De forma que doy un sorbo y pruebo también la ensalada, que tiene una pinta estupenda.
—Pero ¿qué es esto?
Rusty sonríe.
—Hojas de espinacas.
—¿Tan grandes?
—Sí, tan grandes.
Mi madre las corta con el cuchillo.
—Mmm, están ricas, veo que has echado también pera y queso parmesano. —Aparta algunas hojas y llega al fondo—, ¡Piñones y uvas pasas!
—Sí, y lo he aliñado con vinagre balsámico.
Vuelvo a probar prestando más atención.
—Por eso pica.
—¡No pica!
—¡A ti siempre te pica todo!
Nos echamos a reír. Y tengo la impresión de estar como en casa, aún más, en una nueva casa, más tranquila, eso sí. Es cierto, no se oye ningún ruido. Se está francamente bien. Y comemos en silencio. Rusty tiene un pequeño equipo de música en el salón, De improviso se levanta y pone un CD, Coldplay,
X & Y
. Precioso. Lo he escuchado sólo una vez, pero en seguida me gustó. Quizá porque hay una canción con una frase que dice: «No tienes que estar solo. No tienes que estar… solo en casa…».
A continuación se dirige a la cocina y reaparece al cabo de unos minutos con una pequeña tarta de chocolate, la que me gusta a rabiar. ¡Con una velita en el centro!
—Pero bueno, qué guay. ¿Qué fiesta es hoy?
—¡La del feliz no cumpleaños!
Sabe que me encanta Alicia.
—Es una broma, la he comprado porque sois las primeras personas que invito aquí.
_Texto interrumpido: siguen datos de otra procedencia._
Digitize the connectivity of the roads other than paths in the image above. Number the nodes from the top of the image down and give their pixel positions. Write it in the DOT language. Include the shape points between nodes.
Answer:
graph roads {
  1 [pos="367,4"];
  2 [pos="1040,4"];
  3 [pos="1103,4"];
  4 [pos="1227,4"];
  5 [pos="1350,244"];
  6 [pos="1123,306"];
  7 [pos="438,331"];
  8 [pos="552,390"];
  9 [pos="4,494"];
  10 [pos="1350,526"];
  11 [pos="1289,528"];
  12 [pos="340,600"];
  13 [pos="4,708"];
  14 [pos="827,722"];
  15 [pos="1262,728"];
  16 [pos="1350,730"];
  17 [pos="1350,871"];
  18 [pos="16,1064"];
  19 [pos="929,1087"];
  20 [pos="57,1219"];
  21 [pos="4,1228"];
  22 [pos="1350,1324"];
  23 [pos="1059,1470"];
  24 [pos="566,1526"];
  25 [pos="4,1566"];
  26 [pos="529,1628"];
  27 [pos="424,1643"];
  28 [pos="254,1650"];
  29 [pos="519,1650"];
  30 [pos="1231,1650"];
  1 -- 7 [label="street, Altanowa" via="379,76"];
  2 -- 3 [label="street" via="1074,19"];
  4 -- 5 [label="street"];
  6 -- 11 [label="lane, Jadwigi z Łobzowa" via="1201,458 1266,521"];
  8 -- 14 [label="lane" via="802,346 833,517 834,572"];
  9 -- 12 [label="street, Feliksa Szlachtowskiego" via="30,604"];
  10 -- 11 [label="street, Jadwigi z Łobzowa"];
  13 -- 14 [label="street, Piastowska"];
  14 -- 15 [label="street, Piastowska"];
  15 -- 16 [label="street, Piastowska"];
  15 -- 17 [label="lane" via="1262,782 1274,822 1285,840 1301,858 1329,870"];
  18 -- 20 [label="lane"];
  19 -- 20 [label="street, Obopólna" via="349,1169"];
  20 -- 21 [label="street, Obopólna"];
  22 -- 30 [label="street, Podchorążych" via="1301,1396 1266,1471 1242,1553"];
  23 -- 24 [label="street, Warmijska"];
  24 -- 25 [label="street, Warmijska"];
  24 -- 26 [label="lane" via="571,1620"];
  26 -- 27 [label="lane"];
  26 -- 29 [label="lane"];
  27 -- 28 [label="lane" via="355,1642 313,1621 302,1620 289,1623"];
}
A saber si es verdad, pero me gusta pensar que es así. Los tres soplamos la velita, y después mi madre empieza a cortar la tarta. La divide perfectamente en tres trozos, y la verdad es que le salen idénticos, uno de esos raros casos en que uno quiere precisamente que no sobre ni falte ni un solo trozo.
Después Rusty prepara el café, pero sólo lo beben ellos. Salimos y nos echamos en las tumbonas a tomar el sol con los pies apoyados en la barandilla. Yo soy la que tengo la silla más cerca de ella, porque soy la más baja. Cierro los ojos y me siento sorprendentemente bien. Por supuesto, me gustaría que Massi estuviese en una tumbona aquí, a mi lado. Aunque quizá hoy su presencia estuviese de más. Rusty James nos mira satisfecho.
—Se está bien aquí, ¿eh?
Mi madre le estrecha la mano.
—Sí…
Y, al menos en eso, estamos todos de acuerdo. De repente oímos un ruido extraño.
Chof…, chof…
Y, acto seguido, un jadeo. De improviso aparece por la curva, a escasos metros frente a nosotros, una canoa con dos chicos que reman juntos al mismo ritmo.
—¡Holaaaa!
Los saludo con la mano y ellos, sin dejar de remar, me sonríen. Uno alza la barbilla de golpe, como si quisiese devolverme el saludo, y después desaparecen como han venido, a toda velocidad, siguiendo la corriente del Tíber.
Entonces me vuelvo a sentar, me tiendo al sol en la tumbona, apoyo la espalda y cierro los ojos. Sí. Se está de maravilla, y puedo asegurar que ha sido la tarde más bonita de todo el mes de noviembre.